Commercial viability isn’t a necessary condition for a capstone project, but considering the “size” of the problem and its business value shows prospective employers you’re business-minded.
3. Write a clear problem statement
Write a concise description of the problem that needs to be solved. Explain the background of the problem, whom it affects, and how it impacts the organization.
Include the 4Ws using the information you gathered in the ‘Empathize’ phase (the first phase of the design thinking process).
- Who – Whom does this problem affect? Dig up as much demographic and psychographic information about them as you can from primary and secondary sources.
- What – Define the problem from the user’s POV, the source of the dissatisfaction, and what could be gained by solving it.
- Where – Define the root cause of the problem.
- Why – Explain why the problem matters. What results will the user achieve by handling this problem using your solution?

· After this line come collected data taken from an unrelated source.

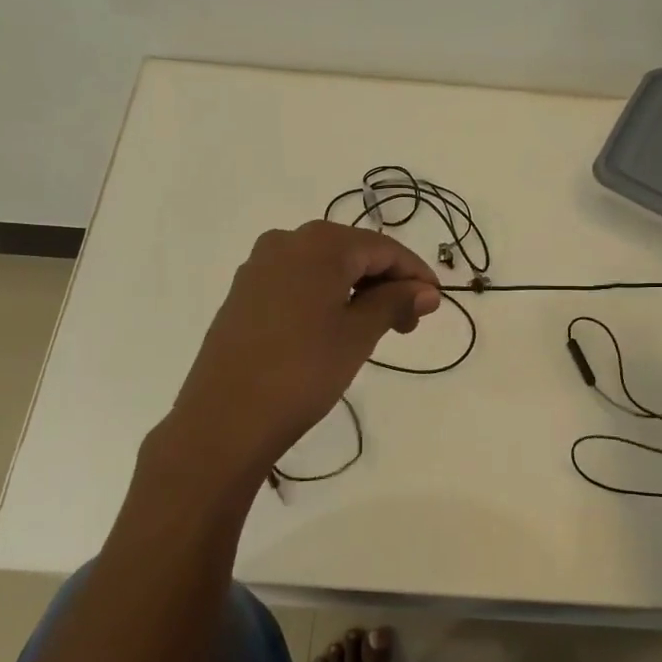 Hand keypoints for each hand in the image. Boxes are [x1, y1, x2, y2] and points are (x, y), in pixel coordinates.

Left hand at [167, 221, 441, 480]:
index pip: (383, 248)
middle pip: (352, 252)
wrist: (225, 419)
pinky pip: (297, 282)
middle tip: (408, 323)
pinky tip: (335, 327)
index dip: (415, 273)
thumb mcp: (359, 334)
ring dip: (357, 290)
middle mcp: (286, 241)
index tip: (436, 302)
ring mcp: (258, 267)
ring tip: (376, 329)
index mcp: (319, 243)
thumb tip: (427, 290)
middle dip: (386, 283)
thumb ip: (395, 302)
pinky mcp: (243, 293)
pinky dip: (326, 297)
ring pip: (324, 268)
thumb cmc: (303, 371) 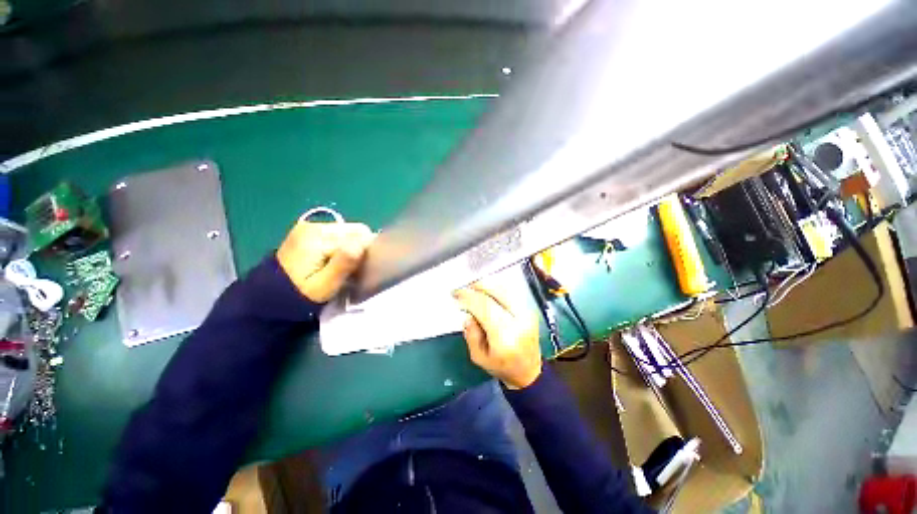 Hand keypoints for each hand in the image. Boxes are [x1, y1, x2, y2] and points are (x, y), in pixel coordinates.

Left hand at [276, 219, 374, 302]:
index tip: (361, 268)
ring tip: (342, 267)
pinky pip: (337, 235)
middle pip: (354, 230)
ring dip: (352, 248)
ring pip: (348, 232)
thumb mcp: (324, 285)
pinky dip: (342, 247)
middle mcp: (314, 226)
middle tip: (353, 269)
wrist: (268, 299)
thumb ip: (343, 263)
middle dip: (360, 248)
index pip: (360, 234)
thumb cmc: (300, 295)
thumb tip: (361, 243)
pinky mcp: (307, 233)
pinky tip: (334, 261)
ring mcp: (309, 228)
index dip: (367, 250)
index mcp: (318, 236)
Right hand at [453, 280, 541, 389]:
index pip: (485, 307)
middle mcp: (519, 320)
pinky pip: (510, 293)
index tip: (456, 294)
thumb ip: (471, 334)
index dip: (469, 297)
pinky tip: (486, 292)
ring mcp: (527, 313)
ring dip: (487, 286)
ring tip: (473, 288)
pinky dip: (496, 290)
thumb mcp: (478, 357)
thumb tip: (468, 314)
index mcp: (505, 336)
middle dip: (477, 287)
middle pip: (496, 293)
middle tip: (464, 288)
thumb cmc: (501, 367)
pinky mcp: (530, 310)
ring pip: (504, 290)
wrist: (528, 372) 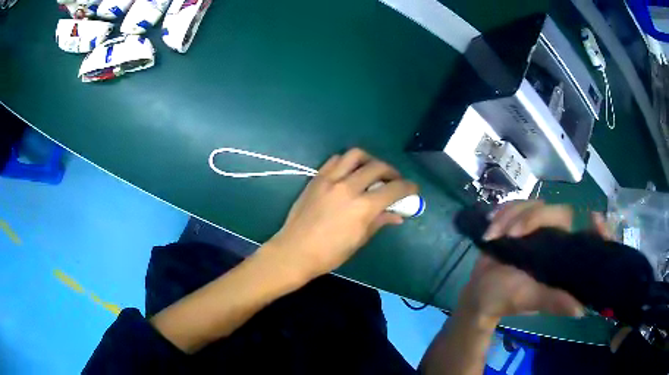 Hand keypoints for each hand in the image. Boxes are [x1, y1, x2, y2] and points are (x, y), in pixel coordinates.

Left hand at [267, 148, 417, 279]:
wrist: (295, 251)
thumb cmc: (329, 254)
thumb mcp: (359, 240)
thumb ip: (379, 222)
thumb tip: (397, 215)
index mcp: (362, 207)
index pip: (394, 189)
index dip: (408, 187)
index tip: (413, 189)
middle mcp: (348, 187)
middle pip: (378, 167)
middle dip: (392, 172)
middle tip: (394, 181)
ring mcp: (330, 180)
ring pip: (356, 155)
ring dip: (370, 160)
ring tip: (372, 171)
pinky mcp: (317, 178)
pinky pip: (335, 160)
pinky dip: (348, 162)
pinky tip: (350, 172)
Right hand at [460, 200, 613, 322]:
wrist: (480, 291)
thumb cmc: (506, 298)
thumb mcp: (530, 299)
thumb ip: (553, 301)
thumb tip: (581, 310)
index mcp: (563, 257)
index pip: (587, 237)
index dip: (598, 229)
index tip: (594, 218)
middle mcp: (556, 239)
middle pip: (559, 212)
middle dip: (532, 218)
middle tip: (511, 234)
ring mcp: (538, 228)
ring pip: (534, 204)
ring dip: (510, 217)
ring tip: (493, 236)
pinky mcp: (520, 221)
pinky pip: (516, 205)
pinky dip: (501, 214)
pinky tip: (491, 230)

Your capstone project should be based on an easily understood problem you can explain in under 30 seconds. Remember the tagline Apple cofounder Steve Jobs came up with for the iPod?
“1,000 songs in your pocket.” It doesn’t get any simpler than that.
4. Design a solution that meets the user’s needs
The purpose of a solution is to help users achieve their goals. Understand what problem your user wants to overcome and what result they wish to achieve (i.e. where they are now versus where they want to be). The ‘5 Whys’ technique is a problem-solving method often used in UX design to understand the root cause of an issue or pain point.
The technique involves asking “why” five times, or as many times as necessary, to get to the core issue. Say the head of e-commerce operations at your company asks you to investigate why 30% of customers abandon the checkout process. Here’s how the ‘5 Whys’ process works:
- Why do users abandon the checkout process? Shipping costs are unexpectedly high.
- Why are shipping costs unexpectedly high? The system doesn’t provide an accurate estimate of shipping costs before checkout.
- Why are shipping estimates inaccurate? The system doesn’t have access to real-time shipping data.
- Why can’t the system access real-time shipping data? The integration with the shipping company’s API is malfunctioning.
- Why is the API malfunctioning? The API documentation was not updated to reflect recent changes.
By asking “why” multiple times, the root cause of the problem is revealed. In this example, the root cause is the outdated API documentation, which leads to unexpected fees, resulting in user frustration and cart abandonment.
5. Think about monetization
No digital product can succeed without revenue. An idea is commercially viable only if it’s monetizable. “Whether you’re working on a product that serves a niche audience or a broader one, think about how the app can be profitable, be it through advertisements or subscription fees,” says Nogués. “Solving a niche problem can be profitable as long as it’s important to the user.”
One of her students developed an app to evaluate student performance using the Montessori method for their capstone project. While this method might be considered niche, “all the Montessori teachers in the world could use it, which would make it profitable,” Nogués adds.
While the primary focus of a UX design capstone project is to create meaningful and delightful user experiences, incorporating monetization strategies ensures the viability and longevity of the design solution.
Business models for mobile apps tend to fall under these categories:
- Freemium – The basic app is free, but premium features are gated.
- Pay to download – Users pay a one-time fee to access the app.
- In-app purchases – Users can buy virtual goods within the app, such as premium add-ons or credits to perform certain actions.
- Subscriptions – Users pay a monthly or annual fee to access the app.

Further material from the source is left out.